Ha sido un paseo. Sólo 2,3 km, aunque con un mínimo de exigencia que añade una pequeña satisfacción deportiva a la paisajística. Volvemos sobre nuestros pasos hasta el cruce antes mencionado, donde tomamos el ancho camino que, en dirección norte por el interior del pinar, nos devuelve a la vertiente opuesta y al sendero S-90.

Aquí seguimos las señales que indican el descenso en dirección Artenara. Si siguiéramos los senderos en dirección contraria llegaríamos en unos 3 km a la cima del Moriscos y en 4 km a la carretera GC-150 a la altura del Mirador de la Degollada.
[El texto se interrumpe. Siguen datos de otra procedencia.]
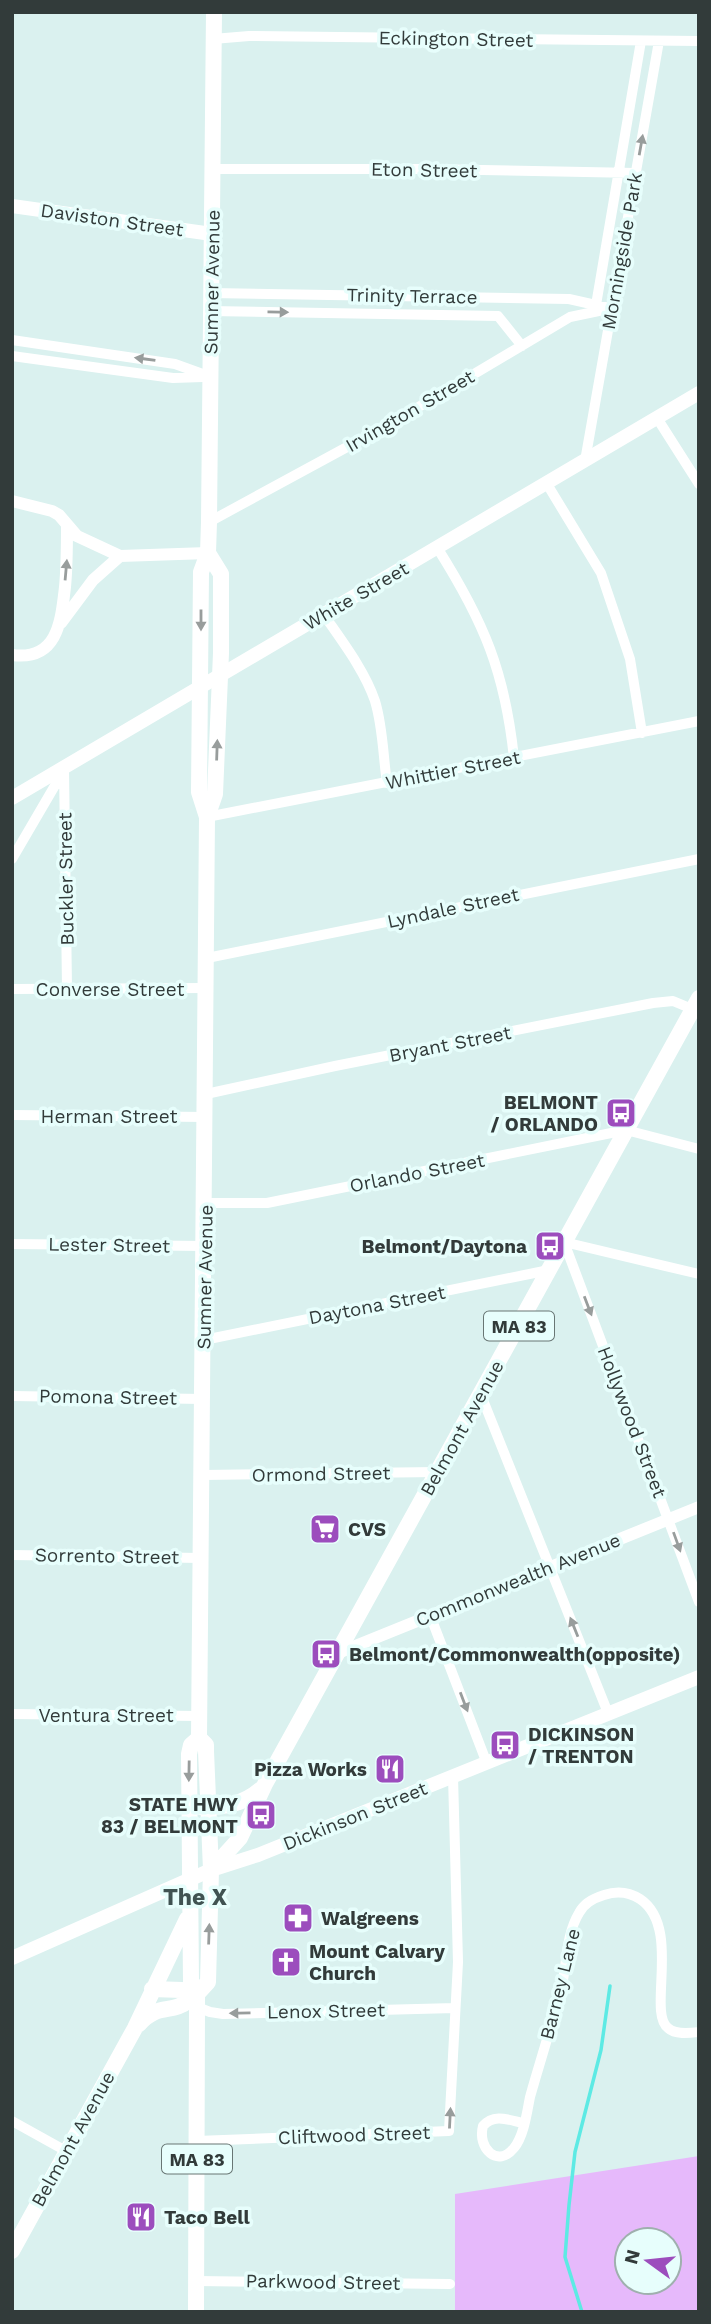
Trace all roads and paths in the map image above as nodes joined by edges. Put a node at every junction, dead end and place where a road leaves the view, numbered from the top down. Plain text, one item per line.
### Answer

Bajamos ligeros, al principio por dentro del bosque, después por terreno más abierto, hasta volver al punto donde nos desviamos a la ida. En este sector gozamos de las mejores vistas del Teide.
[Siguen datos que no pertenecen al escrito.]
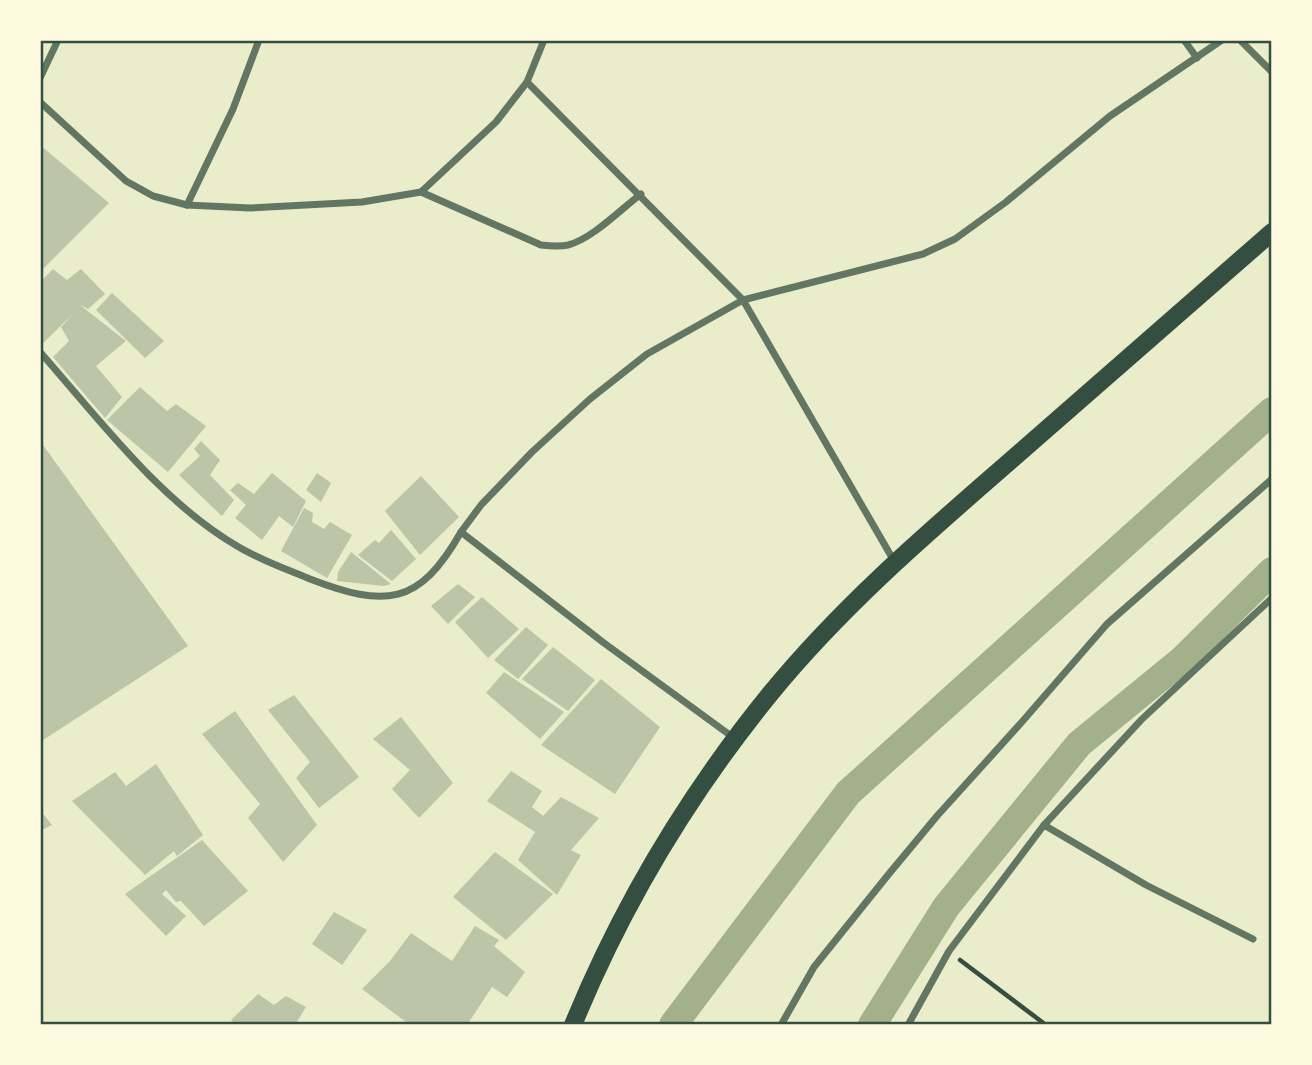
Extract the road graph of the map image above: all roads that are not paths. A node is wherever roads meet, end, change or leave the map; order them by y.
1 (58, 40) edge
2 (260, 40) edge
3 (544, 40) edge
4 (1184, 40) edge
5 (1222, 40) edge
6 (1240, 40) edge
7 (1197, 58) junction
8 (1272, 72) edge
9 (40, 78) edge
10 (527, 82) junction
11 (40, 102) edge
12 (421, 192) junction
13 (641, 194) junction
14 (187, 205) junction
15 (1272, 232) edge
16 (743, 300) junction
17 (40, 352) edge
18 (1272, 480) edge
19 (461, 533) junction
20 (894, 562) junction
21 (1272, 598) edge
22 (734, 739) junction
23 (1044, 825) junction
24 (1253, 939) dead end
25 (573, 1025) edge
26 (780, 1025) edge
27 (908, 1025) edge

1 - 9 street
2 - 14 street
3 - 10 street
4 - 7 street
5 - 7 street
6 - 8 street
7 - 16 street
10 - 12 street
10 - 13 street
11 - 14 street
12 - 13 street
12 - 14 street
13 - 16 street
15 - 20 main road
16 - 19 street
16 - 20 street
17 - 19 street
18 - 26 street
19 - 22 street
20 - 22 main road
21 - 23 street
22 - 25 main road
23 - 24 street
23 - 27 street

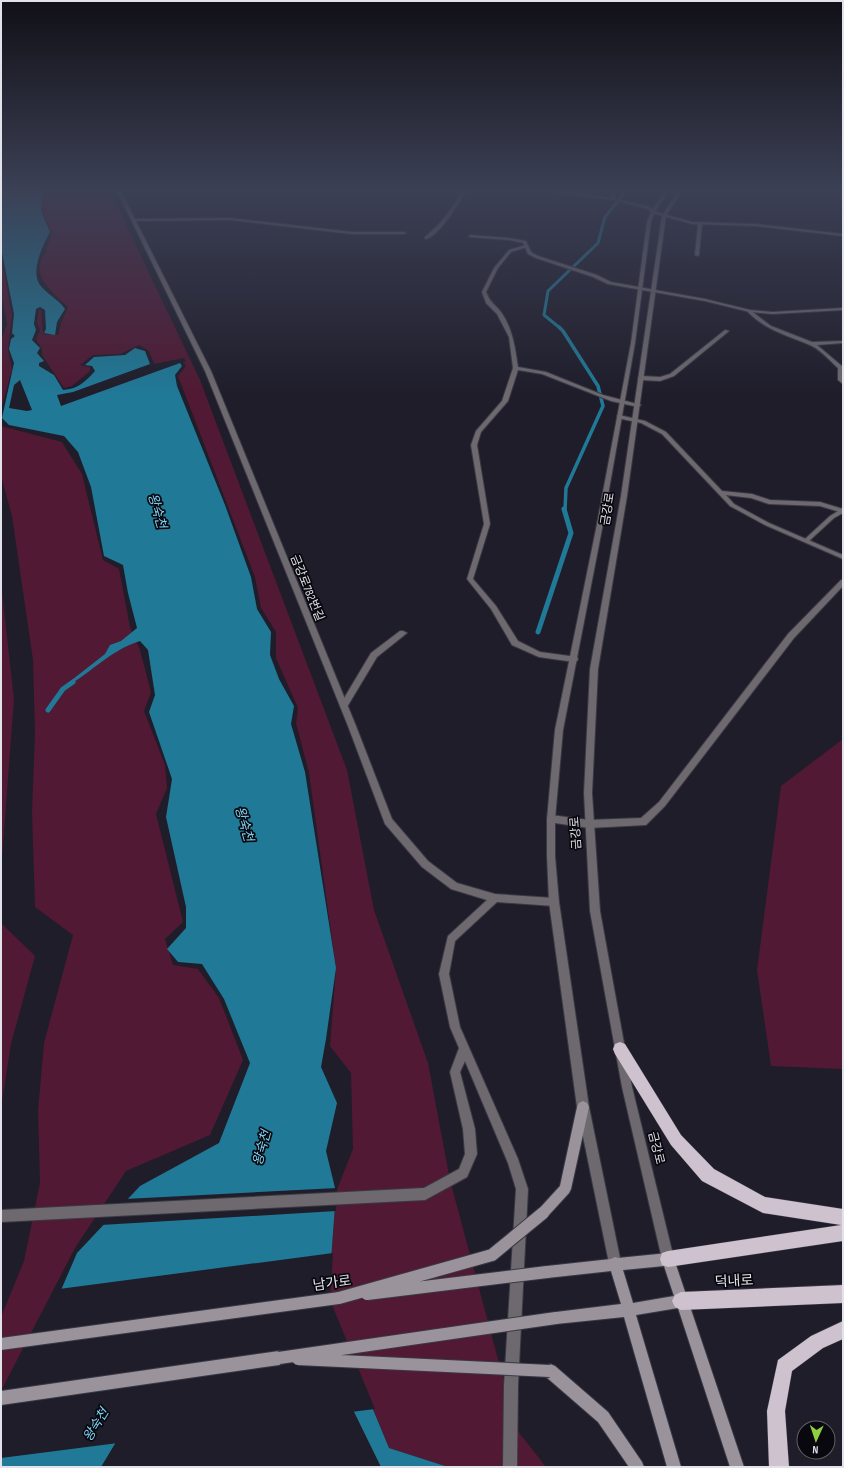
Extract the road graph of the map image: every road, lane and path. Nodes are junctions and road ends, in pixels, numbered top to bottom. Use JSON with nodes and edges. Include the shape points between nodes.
{"nodes":[{"id":1,"x":152,"y":258,"type":"edge"},
{"id":2,"x":505,"y":258,"type":"edge"},
{"id":3,"x":541,"y":258,"type":"edge"},
{"id":4,"x":645,"y":258,"type":"edge"},
{"id":5,"x":658,"y":258,"type":"edge"},
{"id":6,"x":642,"y":288,"type":"junction"},
{"id":7,"x":654,"y":291,"type":"junction"},
{"id":8,"x":843,"y":308,"type":"edge"},
{"id":9,"x":750,"y":311,"type":"junction"},
{"id":10,"x":727,"y":331,"type":"dead end"},
{"id":11,"x":843,"y":342,"type":"edge"},
{"id":12,"x":810,"y":344,"type":"junction"},
{"id":13,"x":516,"y":368,"type":"junction"},
{"id":14,"x":641,"y":378,"type":"junction"},
{"id":15,"x":843,"y":382,"type":"edge"},
{"id":16,"x":622,"y":404,"type":"junction"},
{"id":17,"x":638,"y":405,"type":"junction"},
{"id":18,"x":619,"y":416,"type":"junction"},
{"id":19,"x":636,"y":419,"type":"junction"},
{"id":20,"x":719,"y":492,"type":"junction"},
{"id":21,"x":843,"y":510,"type":"edge"},
{"id":22,"x":807,"y":540,"type":"junction"},
{"id":23,"x":843,"y":557,"type":"edge"},
{"id":24,"x":843,"y":582,"type":"edge"},
{"id":25,"x":403,"y":633,"type":"dead end"},
{"id":26,"x":574,"y":659,"type":"junction"},
{"id":27,"x":344,"y":705,"type":"junction"},
{"id":28,"x":551,"y":819,"type":"junction"},
{"id":29,"x":589,"y":824,"type":"junction"},
{"id":30,"x":496,"y":898,"type":"junction"},
{"id":31,"x":554,"y":902,"type":"junction"},
{"id":32,"x":464,"y":1049,"type":"junction"},
{"id":33,"x":620,"y":1049,"type":"junction"},
{"id":34,"x":582,"y":1107,"type":"junction"},
{"id":35,"x":1,"y":1216,"type":"edge"},
{"id":36,"x":843,"y":1217,"type":"edge"},
{"id":37,"x":843,"y":1233,"type":"edge"},
{"id":38,"x":668,"y":1259,"type":"junction"},
{"id":39,"x":615,"y":1263,"type":"junction"},
{"id":40,"x":843,"y":1294,"type":"edge"},
{"id":41,"x":339,"y":1298,"type":"junction"},
{"id":42,"x":681,"y":1301,"type":"junction"},
{"id":43,"x":627,"y":1310,"type":"junction"},
{"id":44,"x":843,"y":1330,"type":"edge"},
{"id":45,"x":1,"y":1344,"type":"edge"},
{"id":46,"x":279,"y":1358,"type":"junction"},
{"id":47,"x":1,"y":1398,"type":"edge"},
{"id":48,"x":510,"y":1467,"type":"edge"},
{"id":49,"x":637,"y":1467,"type":"edge"},
{"id":50,"x":674,"y":1467,"type":"edge"},
{"id":51,"x":737,"y":1467,"type":"edge"},
{"id":52,"x":779,"y":1467,"type":"edge"}],
"edges":[{"from":1,"to":27,"type":"street","name":"금강로782번길","via":[[208,371]]},
{"from":2,"to":13,"type":"street","via":[[496,268],[484,292],[488,302],[499,313],[511,337]]},
{"from":3,"to":6,"type":"street","via":[[610,283]]},
{"from":4,"to":6,"type":"street","name":"금강로"},
{"from":5,"to":7,"type":"street","name":"금강로"},
{"from":6,"to":7,"type":"street"},
{"from":6,"to":16,"type":"street","name":"금강로"},
{"from":7,"to":9,"type":"street"},
{"from":7,"to":14,"type":"street","name":"금강로"},
{"from":8,"to":9,"type":"street"},
{"from":9,"to":12,"type":"street","via":[[757,320]]},
{"from":10,"to":14,"type":"street","via":[[672,375],[660,379]]},
{"from":11,"to":12,"type":"street"},
{"from":12,"to":15,"type":"street","via":[[842,368]]},
{"from":13,"to":16,"type":"street","via":[[543,372]]},
{"from":13,"to":26,"type":"street","via":[[505,401],[478,432],[474,445],[487,524],[470,579],[494,608],[515,643],[538,654]]},
{"from":14,"to":17,"type":"street","name":"금강로"},
{"from":16,"to":17,"type":"street"},
{"from":16,"to":18,"type":"street","name":"금강로"},
{"from":17,"to":19,"type":"street","name":"금강로"},
{"from":18,"to":19,"type":"street"},
{"from":18,"to":26,"type":"street","name":"금강로"},
{"from":19,"to":20,"type":"street","via":[[664,432]]},
{"from":19,"to":29,"type":"street","name":"금강로","via":[[594,669]]},
{"from":20,"to":21,"type":"street","via":[[752,496],[769,502],[820,504]]},
{"from":20,"to":22,"type":"street","via":[[732,505],[767,524]]},
{"from":21,"to":22,"type":"street"},
{"from":22,"to":23,"type":"street"},
{"from":24,"to":29,"type":"street","via":[[791,636],[662,804],[643,822]]},
{"from":25,"to":27,"type":"street","via":[[374,655]]},
{"from":26,"to":28,"type":"street","name":"금강로","via":[[559,730]]},
{"from":27,"to":30,"type":"street","name":"금강로782번길","via":[[388,821],[425,864],[454,886]]},
{"from":28,"to":29,"type":"street"},
{"from":28,"to":31,"type":"street","name":"금강로"},
{"from":29,"to":33,"type":"street","name":"금강로","via":[[595,911]]},
{"from":30,"to":31,"type":"street","name":"금강로782번길"},
{"from":30,"to":32,"type":"street","via":[[451,939],[444,974],[455,1027]]},
{"from":31,"to":34,"type":"street","name":"금강로"},
{"from":32,"to":35,"type":"street","via":[[454,1072],[469,1129],[471,1154],[464,1172],[425,1194]]},
{"from":32,"to":48,"type":"street","via":[[514,1163],[522,1190]]},
{"from":33,"to":36,"type":"highway","via":[[676,1140],[708,1176],[763,1205]]},
{"from":33,"to":38,"type":"street","name":"금강로"},
{"from":34,"to":39,"type":"street","name":"금강로"},
{"from":34,"to":41,"type":"main road","bridge":true,"via":[[565,1189],[543,1214],[492,1255]]},
{"from":37,"to":38,"type":"highway"},
{"from":38,"to":39,"type":"main road","name":"남가로"},
{"from":38,"to":42,"type":"main road","name":"금강로"},
{"from":39,"to":41,"type":"main road","name":"남가로","bridge":true},
{"from":39,"to":43,"type":"main road","name":"금강로"},
{"from":40,"to":42,"type":"highway","name":"덕내로"},
{"from":41,"to":45,"type":"main road","name":"남가로"},
{"from":42,"to":43,"type":"main road","name":"덕내로"},
{"from":42,"to":51,"type":"main road","name":"금강로"},
{"from":43,"to":46,"type":"main road","bridge":true},
{"from":43,"to":50,"type":"main road","name":"금강로"},
{"from":44,"to":52,"type":"highway","via":[[817,1342],[784,1366],[776,1411]]},
{"from":46,"to":47,"type":"main road"},
{"from":46,"to":49,"type":"main road","bridge":true,"via":[[550,1371],[603,1417]]}]}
Deshacemos durante algunos cientos de metros el camino de la ida hasta dar con la pista donde desembocan las escaleras de la Cuevita, en poco menos de media hora desde la cima. En esta ocasión progresaremos por la pista que rodea por detrás la loma bajo la que se asienta Artenara.


La excursión vuelve a convertirse en un simple paseo. Primero prácticamente llana, y luego en descenso, nos conduce al Mirador de los Poetas, que domina el pueblo. La vista es buena, pero un horrendo «monumento» , una gigantesca barra de hierro curvada, bien visible desde la lejanía, deteriora el lugar.Como curiosidad, este mirador y el del Sagrado Corazón, al otro lado del pueblo, han sido adaptados para la observación astronómica, aprovechando la claridad del cielo y la ausencia de contaminación lumínica.

Desde el mirador, siempre siguiendo el sendero S-90 y en fuerte bajada volvemos al casco urbano y al punto de partida.

Datos técnicos:
Longitud: 4,6 km i/v
Desnivel: 250 md+
Dificultad: Inexistente, paseo.
Equipo: Zapatillas con buen agarre o botas de trekking. Protección contra el sol, algo para picar y agua. Considerar que durante el período invernal y a esta altitud la temperatura puede ser fresca, así que convendrá prever ropa de abrigo. Bastones útiles.